▶ **Activity**
Every line of the records that contains "dead" should be tallied, and only the resulting number returned.

▶ **Data in this exercise**
# # #

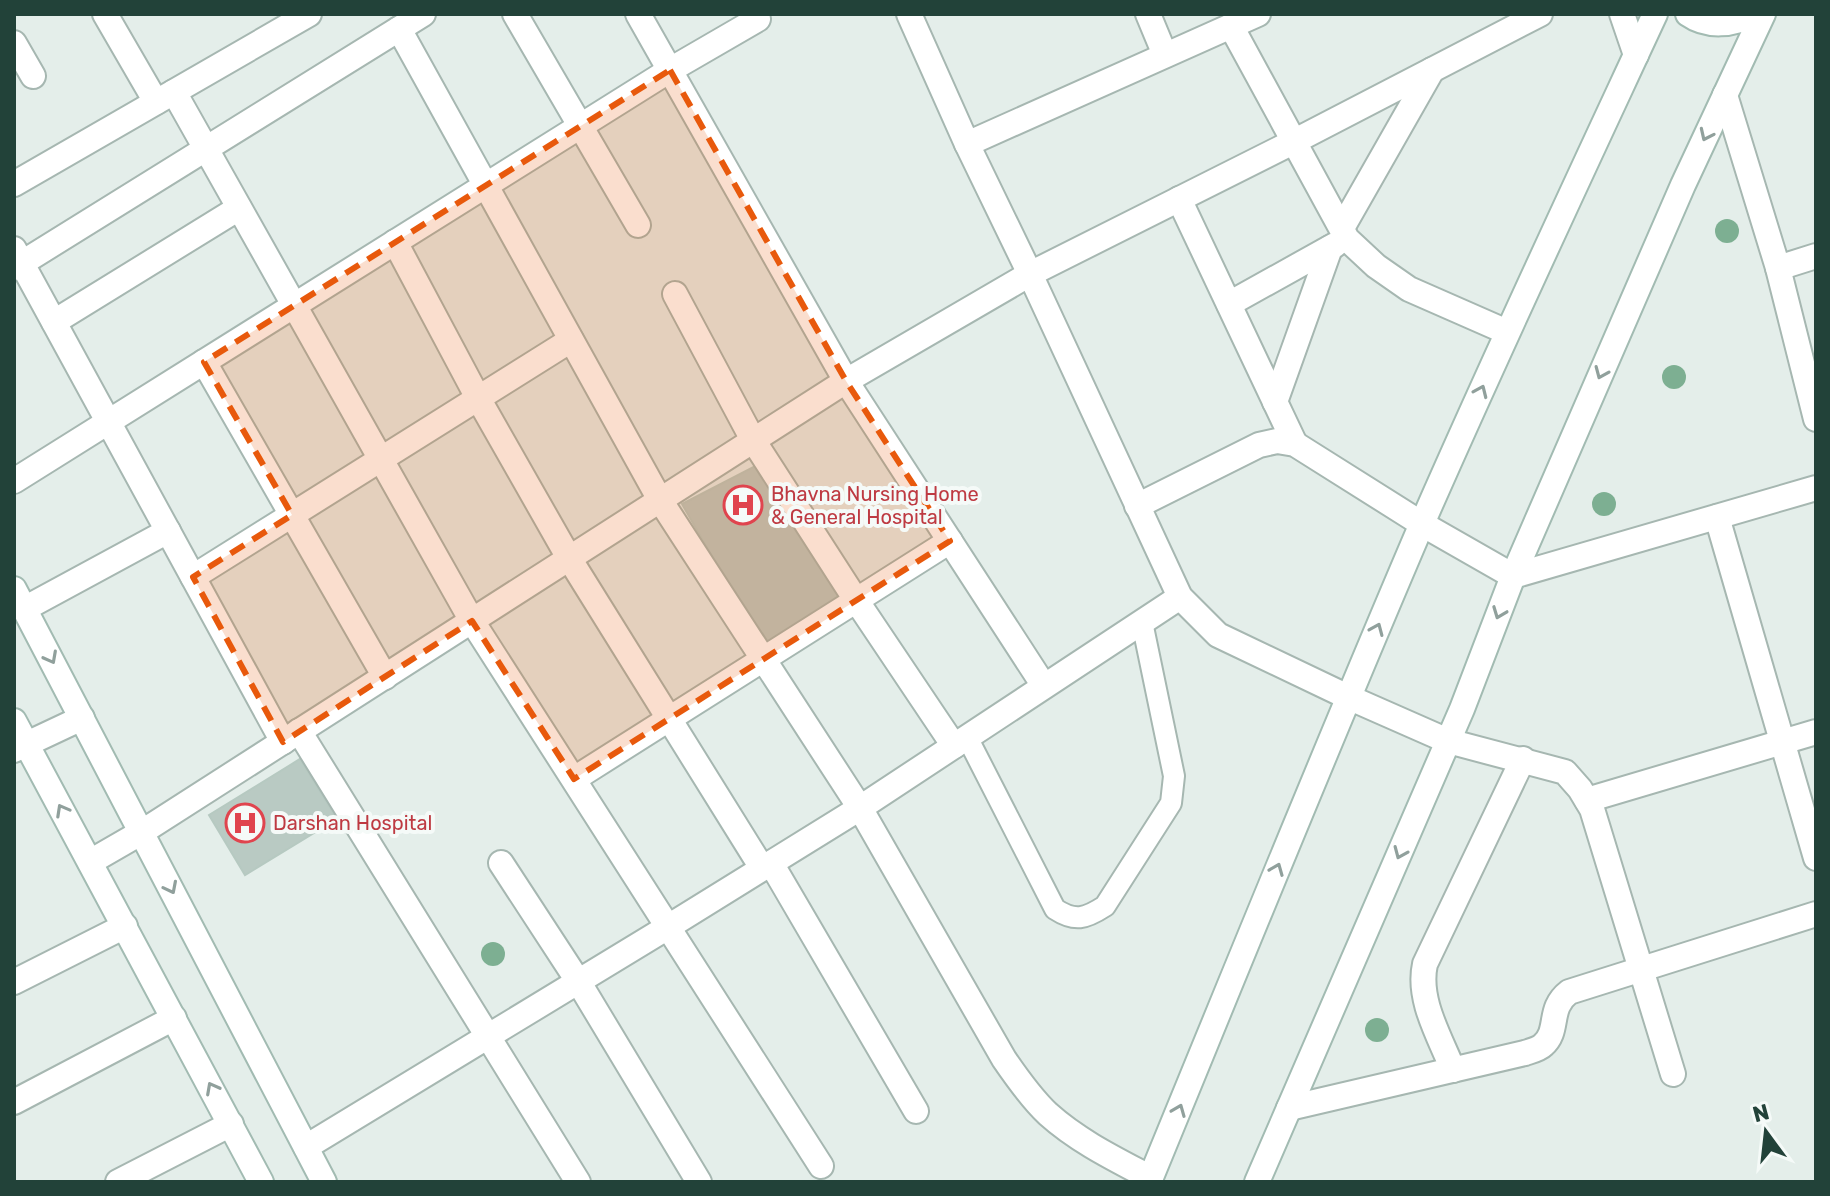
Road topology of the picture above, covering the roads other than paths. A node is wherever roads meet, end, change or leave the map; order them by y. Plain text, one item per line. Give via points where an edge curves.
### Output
1 (105, 14) edge
2 (309, 14) edge
3 (423, 14) edge
4 (515, 14) edge
5 (638, 14) edge
6 (909, 14) edge
7 (1148, 14) edge
8 (1258, 14) edge
9 (1540, 14) edge
10 (1622, 14) edge
11 (1655, 14) edge
12 (1688, 14) edge
13 (1754, 14) edge
14 (1763, 14) edge
15 (758, 19) dead end
16 (1231, 26) junction
17 (399, 29) junction
18 (14, 43) edge
19 (1165, 55) junction
20 (1636, 55) junction
21 (670, 70) junction
22 (1432, 70) junction
23 (33, 76) dead end
24 (1725, 95) junction
25 (165, 97) junction
26 (580, 126) junction
27 (1295, 141) junction
28 (967, 144) junction
29 (206, 149) junction
30 (14, 184) edge
31 (485, 185) junction
32 (1179, 199) junction
33 (239, 208) junction
34 (638, 225) dead end
35 (1340, 238) junction
36 (395, 242) junction
37 (1816, 256) edge
38 (16, 260) edge
39 (1778, 268) junction
40 (1030, 274) junction
41 (675, 294) dead end
42 (1229, 304) junction
43 (294, 305) junction
44 (54, 322) junction
45 (1507, 332) junction
46 (571, 340) junction
47 (204, 362) junction
48 (846, 381) junction
49 (478, 398) junction
50 (1275, 402) junction
51 (1816, 419) edge
52 (108, 422) junction
53 (753, 440) junction
54 (1295, 444) junction
55 (381, 459) junction
56 (14, 481) edge
57 (1814, 495) edge
58 (660, 500) junction
59 (1137, 506) junction
60 (292, 515) junction
61 (1717, 517) junction
62 (1422, 524) junction
63 (168, 531) junction
64 (950, 541) junction
65 (569, 558) junction
66 (1513, 576) junction
67 (193, 577) junction
68 (1180, 597) junction
69 (19, 599) edge
70 (856, 600) junction
71 (472, 621) junction
72 (1142, 622) junction
73 (764, 659) junction
74 (385, 677) junction
75 (1044, 686) junction
76 (1348, 697) junction
77 (82, 718) junction
78 (669, 719) junction
79 (14, 721) edge
80 (1816, 732) edge
81 (291, 737) junction
82 (1448, 741) junction
83 (960, 742) junction
84 (1782, 742) junction
85 (20, 747) edge
86 (1523, 759) junction
87 (574, 779) junction
88 (1587, 800) junction
89 (860, 808) junction
90 (142, 832) junction
91 (1816, 858) edge
92 (90, 862) junction
93 (501, 863) dead end
94 (766, 866) junction
95 (1816, 914) edge
96 (125, 926) junction
97 (668, 927) junction
98 (1641, 970) junction
99 (578, 981) junction
100 (14, 982) edge
101 (174, 1018) junction
102 (487, 1036) junction
103 (1453, 1070) junction
104 (1673, 1074) dead end
105 (14, 1102) edge
106 (1289, 1108) junction
107 (916, 1111) dead end
108 (231, 1124) junction
109 (306, 1147) junction
110 (821, 1166) dead end
111 (1150, 1180) edge
112 (118, 1182) edge
113 (261, 1182) edge
114 (324, 1182) edge
115 (578, 1182) edge
116 (699, 1182) edge
117 (1257, 1182) edge

1 - 25 street
2 - 25 street
3 - 17 street
4 - 26 street
5 - 21 street
6 - 28 street
7 - 19 street
8 - 16 street
9 - 22 street
10 - 20 street
11 - 20 street
12 - 13 street via 1713,24
14 - 24 street
15 - 21 street
16 - 19 street
16 - 27 street
17 - 29 street
17 - 31 street
18 - 23 street
19 - 28 street
20 - 45 street
21 - 26 street
21 - 48 street
22 - 27 street
22 - 35 street
24 - 39 street
24 -> 66 street
25 - 29 street
25 - 30 street
26 - 31 street
26 - 34 street
27 - 32 street
27 - 35 street
28 - 40 street
29 - 33 street
29 - 38 street
31 - 36 street
31 - 46 street
32 - 40 street
32 - 42 street
33 - 43 street
33 - 44 street
35 - 42 street
35 - 45 street via 1409,289
35 - 50 street
36 - 43 street
36 - 49 street
37 - 39 street
38 - 44 street
39 - 51 street
40 - 48 street
40 - 59 street
41 - 53 street
42 - 50 street
43 - 47 street
43 - 55 street
44 - 52 street
62 -> 45 street
46 - 49 street
46 - 58 street
47 - 52 street
47 - 60 street
48 - 53 street
48 - 64 street
49 - 55 street
49 - 65 street
50 - 54 street
52 - 56 street
52 - 63 street
53 - 58 street
53 - 70 street
54 - 59 street via 1259,445
54 - 62 street
55 - 60 street
55 - 71 street
57 - 61 street
58 - 65 street
58 - 73 street
59 - 68 street
60 - 67 street
60 - 74 street
61 - 66 street
61 - 84 street
62 - 66 street
76 -> 62 street
63 - 67 street
63 - 69 street
64 - 70 street
64 - 75 street
65 - 71 street
65 - 78 street
66 -> 82 street
67 - 81 street
68 - 72 street
68 - 76 street via 1218,635
69 -> 77 street
70 - 73 street
70 - 83 street
71 - 74 street
71 - 87 street
72 - 75 street
72 - 83 lane via 1174,776 1171,803 1105,906 1089,916 1068,918 1055,909
73 - 78 street
73 - 89 street
74 - 81 street
75 - 83 street
76 - 82 street
111 -> 76 street
77 - 85 street
77 - 90 street
78 - 87 street
78 - 94 street
79 - 85 street
80 - 84 street
81 - 90 street
81 - 102 street
82 - 86 street
82 -> 106 street
83 - 89 street
84 - 88 street
84 - 91 street
92 -> 85 street
86 - 88 street via 1565,772
86 - 103 street via 1422,975
87 - 97 street
88 - 98 street
89 - 94 street
89 - 111 street via 1021,1083 1079,1138
90 - 92 street
90 -> 109 street
92 - 96 street
93 - 99 street
94 - 97 street
94 - 107 street
95 - 98 street
96 - 100 street
96 - 101 street
97 - 99 street
97 - 110 street
98 - 103 street via 1569,992 1560,1000 1542,1047
98 - 104 street
99 - 102 street
99 - 116 street
101 - 105 street
108 -> 101 street
102 - 109 street
102 - 115 street
103 - 106 street
106 - 117 street
108 - 112 street
108 - 113 street
109 - 114 street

# # #

▶ **Reply to the task**
8